A café outside the Scuola Musica, in winter. You’ve left me to look after Lea, or maybe it’s Lea who’s keeping an eye on me. At first she wants to play a board game with kings and queens, then, because she gets bored with it or because she wants to show me different games, picture dominoes. She has hot chocolate, I have coffee, as usual: I like feeling she and I have our own habits. She stirs the froth with her spoon, I make sure she doesn’t spill any. You’ve taken Karl to his music theory lesson, but you come right back.

To Lea, I’m Yves, mommy’s friend who sometimes has a suitcase because he’s going a long way away. I don’t know what makes you think of this question but you ask: “Who’s the wolf?” “Me!” Lea replies artlessly. Then, very pleased with herself, she adds: “Mommy is mommy wolf and Yves is daddy wolf.” You’re
embarrassed but also upset, you correct her, bringing the real daddy back into the equation.

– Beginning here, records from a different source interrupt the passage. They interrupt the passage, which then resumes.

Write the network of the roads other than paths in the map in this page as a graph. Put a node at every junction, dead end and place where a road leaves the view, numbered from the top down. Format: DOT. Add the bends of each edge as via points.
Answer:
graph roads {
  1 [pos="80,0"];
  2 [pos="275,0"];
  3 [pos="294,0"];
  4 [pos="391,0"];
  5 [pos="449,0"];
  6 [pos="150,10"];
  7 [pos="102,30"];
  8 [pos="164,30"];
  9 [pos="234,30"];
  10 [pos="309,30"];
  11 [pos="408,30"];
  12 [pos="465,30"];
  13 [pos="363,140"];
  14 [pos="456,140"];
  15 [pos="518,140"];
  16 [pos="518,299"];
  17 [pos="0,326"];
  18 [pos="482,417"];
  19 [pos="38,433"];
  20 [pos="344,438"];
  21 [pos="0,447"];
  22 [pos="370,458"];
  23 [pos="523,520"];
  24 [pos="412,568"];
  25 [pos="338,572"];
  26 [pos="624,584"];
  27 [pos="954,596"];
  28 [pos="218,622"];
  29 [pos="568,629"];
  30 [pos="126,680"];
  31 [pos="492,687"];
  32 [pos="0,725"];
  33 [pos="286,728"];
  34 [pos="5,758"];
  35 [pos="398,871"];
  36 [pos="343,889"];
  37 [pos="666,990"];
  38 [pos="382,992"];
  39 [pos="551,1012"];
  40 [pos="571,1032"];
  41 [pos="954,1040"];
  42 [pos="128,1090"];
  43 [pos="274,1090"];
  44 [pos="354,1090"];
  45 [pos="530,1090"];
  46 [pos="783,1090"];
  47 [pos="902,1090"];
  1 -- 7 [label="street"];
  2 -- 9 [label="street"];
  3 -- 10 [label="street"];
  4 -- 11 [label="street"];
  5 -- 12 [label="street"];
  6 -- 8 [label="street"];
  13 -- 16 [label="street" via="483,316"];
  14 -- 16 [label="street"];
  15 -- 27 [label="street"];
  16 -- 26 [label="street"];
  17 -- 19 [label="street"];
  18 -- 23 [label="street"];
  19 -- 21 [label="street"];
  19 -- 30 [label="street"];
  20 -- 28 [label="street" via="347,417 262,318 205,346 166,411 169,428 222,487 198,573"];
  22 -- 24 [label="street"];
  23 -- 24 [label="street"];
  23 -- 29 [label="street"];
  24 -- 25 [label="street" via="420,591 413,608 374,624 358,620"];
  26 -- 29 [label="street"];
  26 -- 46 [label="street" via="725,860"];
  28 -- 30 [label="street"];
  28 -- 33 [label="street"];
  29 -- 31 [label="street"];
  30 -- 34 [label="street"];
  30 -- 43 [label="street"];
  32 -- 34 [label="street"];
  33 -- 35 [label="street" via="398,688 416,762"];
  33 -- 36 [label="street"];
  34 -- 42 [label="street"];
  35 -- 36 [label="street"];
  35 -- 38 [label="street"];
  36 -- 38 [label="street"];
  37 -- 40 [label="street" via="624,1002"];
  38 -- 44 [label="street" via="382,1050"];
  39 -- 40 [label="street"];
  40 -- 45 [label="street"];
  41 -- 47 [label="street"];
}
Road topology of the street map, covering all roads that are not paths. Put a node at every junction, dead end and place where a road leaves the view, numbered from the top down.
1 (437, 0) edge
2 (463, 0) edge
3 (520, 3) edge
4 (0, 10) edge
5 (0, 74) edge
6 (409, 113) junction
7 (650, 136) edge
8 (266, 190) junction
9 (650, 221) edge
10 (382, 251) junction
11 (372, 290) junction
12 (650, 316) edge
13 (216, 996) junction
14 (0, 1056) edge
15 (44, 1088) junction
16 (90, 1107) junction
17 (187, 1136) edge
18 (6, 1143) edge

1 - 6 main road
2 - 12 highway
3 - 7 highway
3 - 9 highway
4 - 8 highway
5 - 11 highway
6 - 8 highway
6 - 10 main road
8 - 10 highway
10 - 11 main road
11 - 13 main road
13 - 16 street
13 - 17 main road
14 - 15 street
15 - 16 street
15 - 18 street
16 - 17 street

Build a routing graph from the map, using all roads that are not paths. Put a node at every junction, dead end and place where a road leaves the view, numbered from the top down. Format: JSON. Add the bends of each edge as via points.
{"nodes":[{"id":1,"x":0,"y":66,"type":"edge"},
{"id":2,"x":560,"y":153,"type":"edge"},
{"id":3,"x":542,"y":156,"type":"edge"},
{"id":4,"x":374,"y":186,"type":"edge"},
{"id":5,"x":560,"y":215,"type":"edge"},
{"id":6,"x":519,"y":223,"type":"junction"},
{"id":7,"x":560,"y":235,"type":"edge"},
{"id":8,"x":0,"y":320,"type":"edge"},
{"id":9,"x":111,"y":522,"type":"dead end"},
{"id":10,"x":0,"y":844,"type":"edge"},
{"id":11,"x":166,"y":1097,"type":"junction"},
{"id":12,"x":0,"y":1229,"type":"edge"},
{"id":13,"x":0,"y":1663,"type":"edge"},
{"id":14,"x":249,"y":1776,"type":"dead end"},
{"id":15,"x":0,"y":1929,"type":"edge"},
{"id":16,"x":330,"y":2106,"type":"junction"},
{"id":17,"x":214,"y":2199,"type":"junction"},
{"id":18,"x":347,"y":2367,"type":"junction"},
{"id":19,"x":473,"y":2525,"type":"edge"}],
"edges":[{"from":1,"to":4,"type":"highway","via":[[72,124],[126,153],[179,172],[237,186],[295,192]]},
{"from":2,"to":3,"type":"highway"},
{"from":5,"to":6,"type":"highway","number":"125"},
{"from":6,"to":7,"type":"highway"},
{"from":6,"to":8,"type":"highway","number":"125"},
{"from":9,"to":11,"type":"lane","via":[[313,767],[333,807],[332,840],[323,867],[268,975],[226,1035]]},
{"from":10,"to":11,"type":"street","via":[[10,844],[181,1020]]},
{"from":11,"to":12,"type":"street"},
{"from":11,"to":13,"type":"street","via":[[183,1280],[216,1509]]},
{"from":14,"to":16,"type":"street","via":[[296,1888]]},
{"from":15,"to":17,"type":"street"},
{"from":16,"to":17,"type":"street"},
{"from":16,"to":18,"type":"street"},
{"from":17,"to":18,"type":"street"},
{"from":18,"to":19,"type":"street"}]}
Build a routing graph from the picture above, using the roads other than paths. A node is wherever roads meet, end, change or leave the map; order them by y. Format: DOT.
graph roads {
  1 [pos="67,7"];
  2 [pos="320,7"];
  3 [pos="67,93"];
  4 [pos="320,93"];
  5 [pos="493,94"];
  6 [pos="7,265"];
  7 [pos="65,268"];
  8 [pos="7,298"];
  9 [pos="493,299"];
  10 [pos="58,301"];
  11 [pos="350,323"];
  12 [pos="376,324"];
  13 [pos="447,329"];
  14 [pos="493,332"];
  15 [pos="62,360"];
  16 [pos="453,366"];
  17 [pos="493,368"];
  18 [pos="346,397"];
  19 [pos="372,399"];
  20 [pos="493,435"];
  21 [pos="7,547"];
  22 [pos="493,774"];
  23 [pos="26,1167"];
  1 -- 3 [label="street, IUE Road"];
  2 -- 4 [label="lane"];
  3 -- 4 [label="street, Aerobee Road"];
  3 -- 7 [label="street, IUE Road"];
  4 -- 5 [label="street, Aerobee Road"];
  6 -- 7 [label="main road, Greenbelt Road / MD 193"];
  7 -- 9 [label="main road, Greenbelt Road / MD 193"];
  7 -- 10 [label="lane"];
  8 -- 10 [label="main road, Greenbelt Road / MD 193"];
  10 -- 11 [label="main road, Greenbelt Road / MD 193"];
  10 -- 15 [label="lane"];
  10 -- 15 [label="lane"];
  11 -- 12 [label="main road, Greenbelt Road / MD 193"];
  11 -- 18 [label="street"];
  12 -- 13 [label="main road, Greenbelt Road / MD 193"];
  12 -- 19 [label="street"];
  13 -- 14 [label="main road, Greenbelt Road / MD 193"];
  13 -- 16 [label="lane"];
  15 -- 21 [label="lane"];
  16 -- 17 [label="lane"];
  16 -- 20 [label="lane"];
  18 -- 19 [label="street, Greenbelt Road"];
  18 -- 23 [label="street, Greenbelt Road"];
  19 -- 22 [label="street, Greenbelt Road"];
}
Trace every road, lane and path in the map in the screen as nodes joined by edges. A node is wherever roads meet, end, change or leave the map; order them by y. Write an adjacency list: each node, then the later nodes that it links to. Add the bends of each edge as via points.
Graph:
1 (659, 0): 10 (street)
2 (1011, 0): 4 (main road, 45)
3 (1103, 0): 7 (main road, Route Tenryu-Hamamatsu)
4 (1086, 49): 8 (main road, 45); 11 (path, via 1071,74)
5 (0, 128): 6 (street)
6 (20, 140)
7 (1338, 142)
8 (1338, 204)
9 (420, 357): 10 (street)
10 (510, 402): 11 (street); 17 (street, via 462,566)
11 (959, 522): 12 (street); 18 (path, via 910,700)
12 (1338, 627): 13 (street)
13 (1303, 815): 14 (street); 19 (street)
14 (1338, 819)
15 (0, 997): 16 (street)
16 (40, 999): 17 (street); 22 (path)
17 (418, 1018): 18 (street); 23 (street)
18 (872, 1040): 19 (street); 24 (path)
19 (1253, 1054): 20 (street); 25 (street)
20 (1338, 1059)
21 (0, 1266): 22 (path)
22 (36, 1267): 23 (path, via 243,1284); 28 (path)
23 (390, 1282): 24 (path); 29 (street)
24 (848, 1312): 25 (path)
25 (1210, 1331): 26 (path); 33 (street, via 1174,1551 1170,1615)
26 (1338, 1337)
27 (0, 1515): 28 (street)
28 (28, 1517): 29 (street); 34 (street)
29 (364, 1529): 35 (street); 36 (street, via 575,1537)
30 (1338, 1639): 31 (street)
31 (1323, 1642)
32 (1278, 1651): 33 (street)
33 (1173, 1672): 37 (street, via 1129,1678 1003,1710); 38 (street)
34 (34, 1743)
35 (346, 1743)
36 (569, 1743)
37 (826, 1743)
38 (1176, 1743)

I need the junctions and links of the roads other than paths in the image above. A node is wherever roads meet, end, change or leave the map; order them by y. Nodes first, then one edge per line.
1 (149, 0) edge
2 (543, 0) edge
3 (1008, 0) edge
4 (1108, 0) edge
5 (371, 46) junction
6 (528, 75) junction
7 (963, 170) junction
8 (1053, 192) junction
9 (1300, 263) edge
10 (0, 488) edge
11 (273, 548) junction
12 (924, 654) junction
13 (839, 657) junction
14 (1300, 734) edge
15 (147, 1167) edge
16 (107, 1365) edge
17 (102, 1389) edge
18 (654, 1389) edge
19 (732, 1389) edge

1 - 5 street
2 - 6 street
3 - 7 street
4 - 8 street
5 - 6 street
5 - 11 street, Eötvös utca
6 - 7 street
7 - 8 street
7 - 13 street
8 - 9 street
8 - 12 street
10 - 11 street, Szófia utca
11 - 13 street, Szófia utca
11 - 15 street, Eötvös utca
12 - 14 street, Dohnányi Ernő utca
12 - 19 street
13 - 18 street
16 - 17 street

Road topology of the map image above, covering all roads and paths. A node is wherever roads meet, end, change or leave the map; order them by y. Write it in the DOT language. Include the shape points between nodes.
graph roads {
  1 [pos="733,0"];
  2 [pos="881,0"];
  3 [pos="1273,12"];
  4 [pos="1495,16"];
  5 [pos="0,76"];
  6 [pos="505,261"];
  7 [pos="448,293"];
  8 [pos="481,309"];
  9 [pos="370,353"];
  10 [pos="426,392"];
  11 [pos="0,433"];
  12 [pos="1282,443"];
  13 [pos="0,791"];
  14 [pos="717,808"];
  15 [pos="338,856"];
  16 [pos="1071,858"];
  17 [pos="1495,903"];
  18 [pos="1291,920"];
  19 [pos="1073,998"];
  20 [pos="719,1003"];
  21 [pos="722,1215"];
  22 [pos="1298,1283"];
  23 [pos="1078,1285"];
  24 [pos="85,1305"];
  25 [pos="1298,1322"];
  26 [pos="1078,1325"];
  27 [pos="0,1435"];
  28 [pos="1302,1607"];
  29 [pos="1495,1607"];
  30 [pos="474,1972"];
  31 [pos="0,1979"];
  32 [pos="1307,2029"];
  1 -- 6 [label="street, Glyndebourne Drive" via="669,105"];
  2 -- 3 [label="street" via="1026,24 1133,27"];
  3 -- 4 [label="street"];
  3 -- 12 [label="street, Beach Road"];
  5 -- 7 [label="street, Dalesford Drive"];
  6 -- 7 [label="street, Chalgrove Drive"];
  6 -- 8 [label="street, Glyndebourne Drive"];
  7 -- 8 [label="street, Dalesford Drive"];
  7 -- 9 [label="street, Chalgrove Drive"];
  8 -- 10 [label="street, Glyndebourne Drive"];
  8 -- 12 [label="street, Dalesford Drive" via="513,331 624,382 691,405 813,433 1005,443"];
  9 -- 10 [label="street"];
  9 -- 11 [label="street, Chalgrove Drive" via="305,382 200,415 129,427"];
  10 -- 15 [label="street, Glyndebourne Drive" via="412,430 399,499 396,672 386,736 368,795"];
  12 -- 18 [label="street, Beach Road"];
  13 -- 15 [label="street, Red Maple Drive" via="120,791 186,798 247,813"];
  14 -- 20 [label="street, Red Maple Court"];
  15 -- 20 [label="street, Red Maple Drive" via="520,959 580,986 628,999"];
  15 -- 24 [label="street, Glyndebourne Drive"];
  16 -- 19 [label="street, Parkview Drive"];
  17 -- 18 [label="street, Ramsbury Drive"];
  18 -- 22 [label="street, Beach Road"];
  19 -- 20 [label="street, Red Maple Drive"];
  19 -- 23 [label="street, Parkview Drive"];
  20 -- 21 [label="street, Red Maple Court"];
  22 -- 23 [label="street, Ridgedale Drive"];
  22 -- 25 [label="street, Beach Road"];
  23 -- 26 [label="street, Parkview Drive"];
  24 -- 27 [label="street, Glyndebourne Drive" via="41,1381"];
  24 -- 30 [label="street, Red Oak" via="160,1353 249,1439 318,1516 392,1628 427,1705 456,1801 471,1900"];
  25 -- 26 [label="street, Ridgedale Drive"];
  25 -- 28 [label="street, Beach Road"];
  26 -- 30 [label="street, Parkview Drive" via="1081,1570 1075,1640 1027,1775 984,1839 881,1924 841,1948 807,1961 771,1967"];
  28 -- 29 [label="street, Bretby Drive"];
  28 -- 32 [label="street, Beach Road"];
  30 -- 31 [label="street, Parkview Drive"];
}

I can still picture Lea, with that impish look you sometimes have, bursting out laughing.

TWENTY-FOUR

It’s a memory of memories. You leading me through your apartment, to your bedroom. You go to a closet and take out some cardboard boxes. Photographs, lots of them. Then you take me to the kitchen so you can show them to me properly.

It’s your life.

You with your little boy, under a Christmas tree. Your daughter running across a garden I don’t recognize, another one of her, with your husband. You hesitate for a moment, then show me still more photos, your wedding I think, though I’m not sure. I’m launched into your world, submerged by a wave of snapshots of your life before, where I don’t belong. I understand what you’re doing, what it means, the desire for intimacy that it presupposes, but I’m slowly drowning in this tide of pictures. You don’t notice, but imperceptibly I take a step back, to avoid suffocating. You rummage through the box some more. One by one, you take out pictures of yourself, set them to one side, give them to me.